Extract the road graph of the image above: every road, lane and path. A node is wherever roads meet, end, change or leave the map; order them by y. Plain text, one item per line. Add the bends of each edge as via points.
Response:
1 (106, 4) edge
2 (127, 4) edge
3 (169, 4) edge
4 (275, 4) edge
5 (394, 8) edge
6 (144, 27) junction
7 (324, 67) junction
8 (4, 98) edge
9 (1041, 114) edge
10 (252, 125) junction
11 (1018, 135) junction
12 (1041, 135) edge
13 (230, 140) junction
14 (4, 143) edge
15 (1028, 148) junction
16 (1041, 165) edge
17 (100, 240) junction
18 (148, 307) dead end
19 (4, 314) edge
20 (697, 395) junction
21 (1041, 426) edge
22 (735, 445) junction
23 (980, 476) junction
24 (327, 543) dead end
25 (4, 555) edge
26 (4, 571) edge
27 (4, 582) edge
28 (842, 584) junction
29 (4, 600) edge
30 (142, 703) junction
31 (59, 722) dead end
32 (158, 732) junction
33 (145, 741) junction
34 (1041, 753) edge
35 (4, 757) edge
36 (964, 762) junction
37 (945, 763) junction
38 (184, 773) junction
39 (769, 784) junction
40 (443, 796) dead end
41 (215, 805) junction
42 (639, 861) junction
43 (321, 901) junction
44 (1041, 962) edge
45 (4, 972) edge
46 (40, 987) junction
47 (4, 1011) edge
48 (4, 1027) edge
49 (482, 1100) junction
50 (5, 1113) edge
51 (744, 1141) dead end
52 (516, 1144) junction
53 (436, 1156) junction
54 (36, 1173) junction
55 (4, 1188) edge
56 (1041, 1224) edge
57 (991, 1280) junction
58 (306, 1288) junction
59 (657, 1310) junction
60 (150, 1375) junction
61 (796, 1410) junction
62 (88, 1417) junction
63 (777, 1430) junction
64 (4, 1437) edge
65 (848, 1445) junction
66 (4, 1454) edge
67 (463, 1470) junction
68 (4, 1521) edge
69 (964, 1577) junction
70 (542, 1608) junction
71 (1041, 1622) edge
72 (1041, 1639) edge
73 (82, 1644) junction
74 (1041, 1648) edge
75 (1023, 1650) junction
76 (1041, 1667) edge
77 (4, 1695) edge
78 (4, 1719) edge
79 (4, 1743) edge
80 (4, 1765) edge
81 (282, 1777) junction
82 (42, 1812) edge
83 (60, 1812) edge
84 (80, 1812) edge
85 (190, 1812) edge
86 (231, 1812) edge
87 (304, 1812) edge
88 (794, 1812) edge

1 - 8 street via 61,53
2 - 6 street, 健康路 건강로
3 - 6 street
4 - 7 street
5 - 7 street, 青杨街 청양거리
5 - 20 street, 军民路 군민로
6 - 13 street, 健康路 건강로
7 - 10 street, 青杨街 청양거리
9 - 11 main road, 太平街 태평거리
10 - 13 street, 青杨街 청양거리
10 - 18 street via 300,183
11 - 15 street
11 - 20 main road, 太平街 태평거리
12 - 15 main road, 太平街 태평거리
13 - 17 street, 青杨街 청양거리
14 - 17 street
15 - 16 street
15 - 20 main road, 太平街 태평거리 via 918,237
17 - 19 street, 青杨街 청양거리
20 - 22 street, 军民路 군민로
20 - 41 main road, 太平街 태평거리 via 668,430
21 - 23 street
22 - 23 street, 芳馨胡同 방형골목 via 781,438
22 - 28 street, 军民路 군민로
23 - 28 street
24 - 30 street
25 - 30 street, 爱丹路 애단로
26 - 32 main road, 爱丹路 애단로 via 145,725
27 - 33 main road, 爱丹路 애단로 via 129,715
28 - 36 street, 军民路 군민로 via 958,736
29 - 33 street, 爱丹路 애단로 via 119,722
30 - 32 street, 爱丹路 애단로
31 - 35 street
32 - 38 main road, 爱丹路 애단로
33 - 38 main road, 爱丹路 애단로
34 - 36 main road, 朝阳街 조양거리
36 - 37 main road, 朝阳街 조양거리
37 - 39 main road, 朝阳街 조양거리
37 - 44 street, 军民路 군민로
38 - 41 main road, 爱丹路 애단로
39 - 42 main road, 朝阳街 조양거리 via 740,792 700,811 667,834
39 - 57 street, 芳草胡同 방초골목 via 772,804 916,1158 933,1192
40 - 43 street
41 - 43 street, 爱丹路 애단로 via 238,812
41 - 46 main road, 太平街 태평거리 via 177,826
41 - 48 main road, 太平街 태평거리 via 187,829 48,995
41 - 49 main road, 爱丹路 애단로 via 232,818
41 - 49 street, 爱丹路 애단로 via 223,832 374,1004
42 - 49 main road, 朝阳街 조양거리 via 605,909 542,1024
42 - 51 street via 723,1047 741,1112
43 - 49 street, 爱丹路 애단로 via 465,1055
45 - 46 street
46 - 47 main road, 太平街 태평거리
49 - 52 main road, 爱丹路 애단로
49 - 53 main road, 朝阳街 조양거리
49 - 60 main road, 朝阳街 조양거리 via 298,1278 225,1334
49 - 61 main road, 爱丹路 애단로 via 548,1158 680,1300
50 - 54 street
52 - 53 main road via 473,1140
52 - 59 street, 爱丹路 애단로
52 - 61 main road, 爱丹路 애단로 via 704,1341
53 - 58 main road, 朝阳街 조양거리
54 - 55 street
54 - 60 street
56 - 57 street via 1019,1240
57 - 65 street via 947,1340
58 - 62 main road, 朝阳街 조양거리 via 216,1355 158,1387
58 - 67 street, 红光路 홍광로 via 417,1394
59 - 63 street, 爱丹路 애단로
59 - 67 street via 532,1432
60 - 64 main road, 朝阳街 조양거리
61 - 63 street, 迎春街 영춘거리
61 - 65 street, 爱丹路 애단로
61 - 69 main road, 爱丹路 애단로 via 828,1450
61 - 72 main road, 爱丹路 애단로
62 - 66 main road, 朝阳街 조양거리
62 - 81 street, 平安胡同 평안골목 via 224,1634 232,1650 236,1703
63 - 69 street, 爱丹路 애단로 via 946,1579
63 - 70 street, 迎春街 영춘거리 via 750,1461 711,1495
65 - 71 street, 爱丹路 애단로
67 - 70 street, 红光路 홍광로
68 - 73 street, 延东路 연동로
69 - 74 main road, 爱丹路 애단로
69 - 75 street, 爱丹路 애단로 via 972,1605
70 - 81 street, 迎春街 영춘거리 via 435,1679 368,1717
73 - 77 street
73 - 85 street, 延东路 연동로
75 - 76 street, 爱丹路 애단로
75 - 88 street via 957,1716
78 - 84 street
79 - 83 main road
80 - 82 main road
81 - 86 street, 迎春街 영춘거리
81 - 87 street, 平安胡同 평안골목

-.-.-

**Your assignment**
Wherever the word "平安胡同" occurs in the data above, copy the line it sits in.

**Result below**
62 - 81 street, 平安胡同 평안골목 via 224,1634 232,1650 236,1703
81 - 87 street, 平安胡同 평안골목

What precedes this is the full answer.